In response, the City filed a motion for summary judgment which the district court granted in part.
Relying on
Chandler v. City of Dallas,
and
Daugherty v. City of El Paso
the court held that, as a matter of law, Kapche is not qualified to be a police officer because his diabetic condition “presents a genuine substantial risk that he could injure himself or others.” Kapche filed a motion for reconsideration which was denied. He now seeks relief on appeal.
II
ANALYSIS
A.
Standard of Review
We review a grant of summary judgment
de novo,
applying the same standard as the district court.
Summary judgment is appropriate when the evidence, viewed in the light most favorable to the nonmoving party, presents no genuine issue of material fact and shows that the moving party is entitled to judgment as a matter of law.
B.
The ADA
The ADA makes it unlawful for an employer to discriminate against a “qualified individual with a disability” because of that individual’s disability.
To prevail on a claim under the Act, a plaintiff must prove that (1) he has a “disability”, (2) he is “qualified” for the position in which he seeks employment, and (3) an adverse employment decision was made because of his disability.

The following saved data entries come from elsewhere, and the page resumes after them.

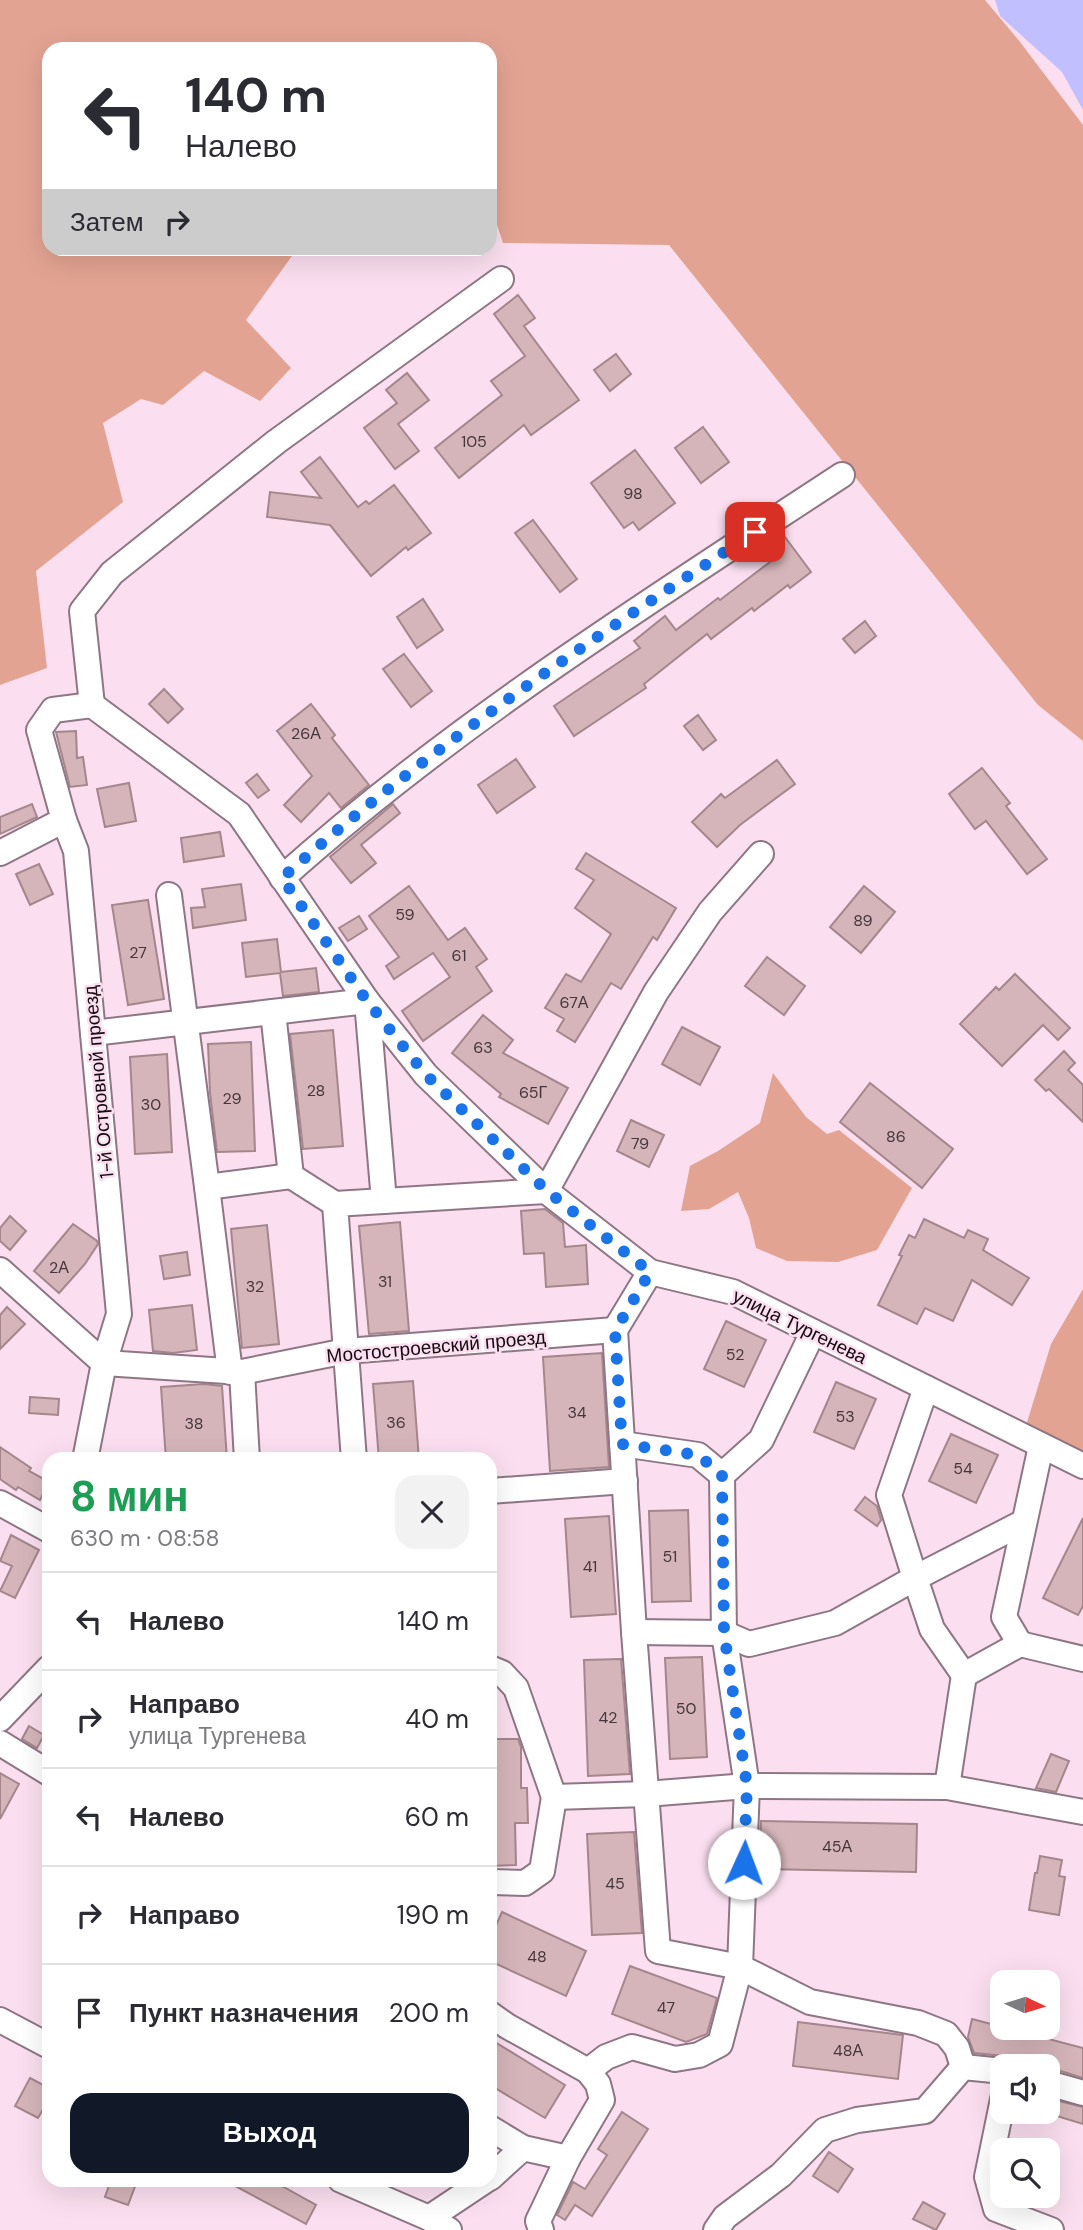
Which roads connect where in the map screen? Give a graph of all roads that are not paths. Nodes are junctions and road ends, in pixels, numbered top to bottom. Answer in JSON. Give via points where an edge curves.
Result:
{"nodes":[{"id":1,"x":501,"y":279,"type":"dead end"},
{"id":2,"x":842,"y":475,"type":"dead end"},
{"id":3,"x":92,"y":705,"type":"junction"},
{"id":4,"x":64,"y":820,"type":"junction"},
{"id":5,"x":0,"y":853,"type":"edge"},
{"id":6,"x":761,"y":854,"type":"dead end"},
{"id":7,"x":282,"y":878,"type":"junction"},
{"id":8,"x":169,"y":895,"type":"dead end"},
{"id":9,"x":367,"y":1001,"type":"junction"},
{"id":10,"x":273,"y":1012,"type":"junction"},
{"id":11,"x":185,"y":1021,"type":"junction"},
{"id":12,"x":93,"y":1033,"type":"junction"},
{"id":13,"x":292,"y":1176,"type":"junction"},
{"id":14,"x":207,"y":1187,"type":"junction"},
{"id":15,"x":547,"y":1191,"type":"junction"},
{"id":16,"x":384,"y":1201,"type":"junction"},
{"id":17,"x":335,"y":1204,"type":"junction"},
{"id":18,"x":0,"y":1270,"type":"edge"},
{"id":19,"x":650,"y":1272,"type":"junction"},
{"id":20,"x":615,"y":1331,"type":"junction"},
{"id":21,"x":813,"y":1332,"type":"junction"},
{"id":22,"x":345,"y":1351,"type":"junction"},
{"id":23,"x":104,"y":1363,"type":"junction"},
{"id":24,"x":236,"y":1372,"type":"junction"},
{"id":25,"x":926,"y":1388,"type":"junction"},
{"id":26,"x":622,"y":1444,"type":"junction"},
{"id":27,"x":1041,"y":1446,"type":"junction"},
{"id":28,"x":87,"y":1452,"type":"edge"},
{"id":29,"x":246,"y":1452,"type":"edge"},
{"id":30,"x":353,"y":1452,"type":"edge"},
{"id":31,"x":1083,"y":1466,"type":"edge"},
{"id":32,"x":722,"y":1475,"type":"junction"},
{"id":33,"x":625,"y":1481,"type":"junction"},
{"id":34,"x":497,"y":1490,"type":"edge"},
{"id":35,"x":0,"y":1503,"type":"edge"},
{"id":36,"x":1024,"y":1522,"type":"junction"},
{"id":37,"x":42,"y":1526,"type":"edge"},
{"id":38,"x":915,"y":1578,"type":"junction"},
{"id":39,"x":634,"y":1632,"type":"junction"},
{"id":40,"x":724,"y":1633,"type":"junction"},
{"id":41,"x":1020,"y":1644,"type":"junction"},
{"id":42,"x":1083,"y":1660,"type":"edge"},
{"id":43,"x":497,"y":1671,"type":"edge"},
{"id":44,"x":964,"y":1675,"type":"junction"},
{"id":45,"x":42,"y":1676,"type":"edge"},
{"id":46,"x":0,"y":1719,"type":"edge"},
{"id":47,"x":0,"y":1743,"type":"edge"},
{"id":48,"x":42,"y":1769,"type":"edge"},
{"id":49,"x":747,"y":1786,"type":"junction"},
{"id":50,"x":947,"y":1787,"type":"junction"},
{"id":51,"x":646,"y":1794,"type":"junction"},
{"id":52,"x":554,"y":1797,"type":"junction"},
{"id":53,"x":1083,"y":1812,"type":"edge"},
{"id":54,"x":497,"y":1882,"type":"edge"},
{"id":55,"x":740,"y":1967,"type":"junction"},
{"id":56,"x":497,"y":2019,"type":"edge"},
{"id":57,"x":0,"y":2020,"type":"edge"},
{"id":58,"x":42,"y":2042,"type":"edge"},
{"id":59,"x":963,"y":2067,"type":"junction"},
{"id":60,"x":990,"y":2070,"type":"edge"},
{"id":61,"x":588,"y":2071,"type":"junction"},
{"id":62,"x":1060,"y":2086,"type":"edge"},
{"id":63,"x":1083,"y":2093,"type":"edge"},
{"id":64,"x":998,"y":2124,"type":"edge"},
{"id":65,"x":497,"y":2132,"type":"edge"},
{"id":66,"x":523,"y":2148,"type":"junction"},
{"id":67,"x":568,"y":2158,"type":"junction"},
{"id":68,"x":497,"y":2171,"type":"edge"},
{"id":69,"x":357,"y":2187,"type":"edge"},
{"id":70,"x":479,"y":2187,"type":"edge"},
{"id":71,"x":439,"y":2224,"type":"edge"},
{"id":72,"x":541,"y":2230,"type":"edge"},
{"id":73,"x":716,"y":2230,"type":"edge"},
{"id":74,"x":1051,"y":2230,"type":"edge"}],
"edges":[{"from":1,"to":3,"type":"street","via":[[276,442],[112,573],[82,611]]},
{"from":2,"to":7,"type":"street","via":[[624,618],[410,771]]},
{"from":3,"to":4,"type":"street","name":"1-й Островной проезд","via":[[53,710],[39,730]]},
{"from":3,"to":7,"type":"street","via":[[239,814]]},
{"from":4,"to":5,"type":"street"},
{"from":4,"to":12,"type":"street","name":"1-й Островной проезд","via":[[76,851]]},
{"from":6,"to":15,"type":"street","via":[[710,912],[656,992]]},
{"from":7,"to":9,"type":"street"},
{"from":8,"to":11,"type":"street"},
{"from":9,"to":10,"type":"street"},
{"from":9,"to":15,"type":"street","via":[[426,1075]]},
{"from":9,"to":16,"type":"street"},
{"from":10,"to":11,"type":"street"},
{"from":10,"to":13,"type":"street"},
{"from":11,"to":12,"type":"street"},
{"from":11,"to":14,"type":"street"},
{"from":12,"to":23,"type":"street","name":"1-й Островной проезд","via":[[120,1314]]},
{"from":13,"to":14,"type":"street"},
{"from":13,"to":17,"type":"street"},
{"from":14,"to":24,"type":"street"},
{"from":15,"to":16,"type":"street"},
{"from":15,"to":19,"type":"street"},
{"from":16,"to":17,"type":"street"},
{"from":17,"to":22,"type":"street"},
{"from":18,"to":23,"type":"street"},
{"from":19,"to":20,"type":"street"},
{"from":19,"to":21,"type":"street","name":"улица Тургенева","via":[[733,1292]]},
{"from":20,"to":22,"type":"street","name":"Мостостроевский проезд"},
{"from":20,"to":26,"type":"street"},
{"from":21,"to":25,"type":"street","name":"улица Тургенева"},
{"from":21,"to":32,"type":"street","via":[[761,1440]]},
{"from":22,"to":24,"type":"street","name":"Мостостроевский проезд"},
{"from":22,"to":30,"type":"street"},
{"from":23,"to":24,"type":"street","name":"Мостостроевский проезд"},
{"from":23,"to":28,"type":"street","name":"1-й Островной проезд"},
{"from":24,"to":29,"type":"street"},
{"from":25,"to":27,"type":"street","name":"улица Тургенева"},
{"from":25,"to":38,"type":"street","via":[[889,1495]]},
{"from":26,"to":32,"type":"street","via":[[698,1455]]},
{"from":26,"to":33,"type":"street"},
{"from":27,"to":31,"type":"street","name":"улица Тургенева"},
{"from":27,"to":36,"type":"street"},
{"from":32,"to":40,"type":"street"},
{"from":33,"to":34,"type":"street"},
{"from":33,"to":39,"type":"street"},
{"from":35,"to":37,"type":"street"},
{"from":36,"to":38,"type":"street"},
{"from":36,"to":41,"type":"street","via":[[1004,1617]]},
{"from":38,"to":40,"type":"street","via":[[835,1623],[748,1644]]},
{"from":38,"to":44,"type":"street","via":[[932,1629]]},
{"from":39,"to":40,"type":"street"},
{"from":39,"to":51,"type":"street"},
{"from":40,"to":49,"type":"street"},
{"from":41,"to":42,"type":"street"},
{"from":41,"to":44,"type":"street"},
{"from":43,"to":52,"type":"street","via":[[516,1688]]},
{"from":44,"to":50,"type":"street"},
{"from":45,"to":46,"type":"street"},
{"from":47,"to":48,"type":"street"},
{"from":49,"to":50,"type":"street"},
{"from":49,"to":51,"type":"street"},
{"from":49,"to":55,"type":"street"},
{"from":50,"to":53,"type":"street"},
{"from":51,"to":52,"type":"street"},
{"from":51,"to":55,"type":"street","via":[[658,1951]]},
{"from":52,"to":54,"type":"street","via":[[542,1871],[524,1883]]},
{"from":55,"to":59,"type":"street","via":[[810,2002],[918,2023],[946,2034]]},
{"from":55,"to":61,"type":"street","via":[[720,2044],[699,2056],[675,2059],[632,2047],[606,2057]]},
{"from":56,"to":61,"type":"street"},
{"from":57,"to":58,"type":"street"},
{"from":59,"to":60,"type":"street"},
{"from":59,"to":73,"type":"street","via":[[925,2112],[856,2120],[825,2130]]},
{"from":61,"to":67,"type":"street","via":[[598,2084],[601,2100]]},
{"from":62,"to":63,"type":"street"},
{"from":64,"to":74,"type":"street","via":[[987,2177],[996,2209]]},
{"from":65,"to":66,"type":"street"},
{"from":66,"to":67,"type":"street"},
{"from":66,"to":68,"type":"street"},
{"from":67,"to":72,"type":"street","via":[[538,2221]]},
{"from":69,"to":71,"type":"street"},
{"from":70,"to":71,"type":"street"}]}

As defined under the Act, a “disability” includes “a physical or mental impairment that substantially limits one or more of the major life activities.”
A “qualified individual with a disability” is a disabled person who, “with or without reasonable accommodation, can perform the essential functions of the employment position that such individual holds or desires.”
As a general rule, an employer may develop and use qualification standards or other selection criteria in an attempt to screen out individuals who cannot perform the essential functions of the job.
According to
the Act, an employer may require, for example, that an employee not pose a “direct threat” to other individuals in the workplace.
Despite the leeway an employer is granted in the determination of who it will and will not hire, if an employer imposes eligibility requirements that tend to screen out the disabled, that employer will be deemed to have “discriminated” under the Act, unless it can prove that application of a particular standard or criterion is “job-related” and “consistent with business necessity.”
C.
Qualified Individual with a Disability
The City concedes that Kapche’s insulin-dependent diabetes renders him disabled, and that Kapehe was eliminated from the application process because of this disability. Consequently, the only issue in dispute is whether, with or without accommodation, Kapehe is
qualified
to perform the
essential functions
of the job.
1. Essential Functions
“Essential functions” are those duties that are fundamental to the job at issue.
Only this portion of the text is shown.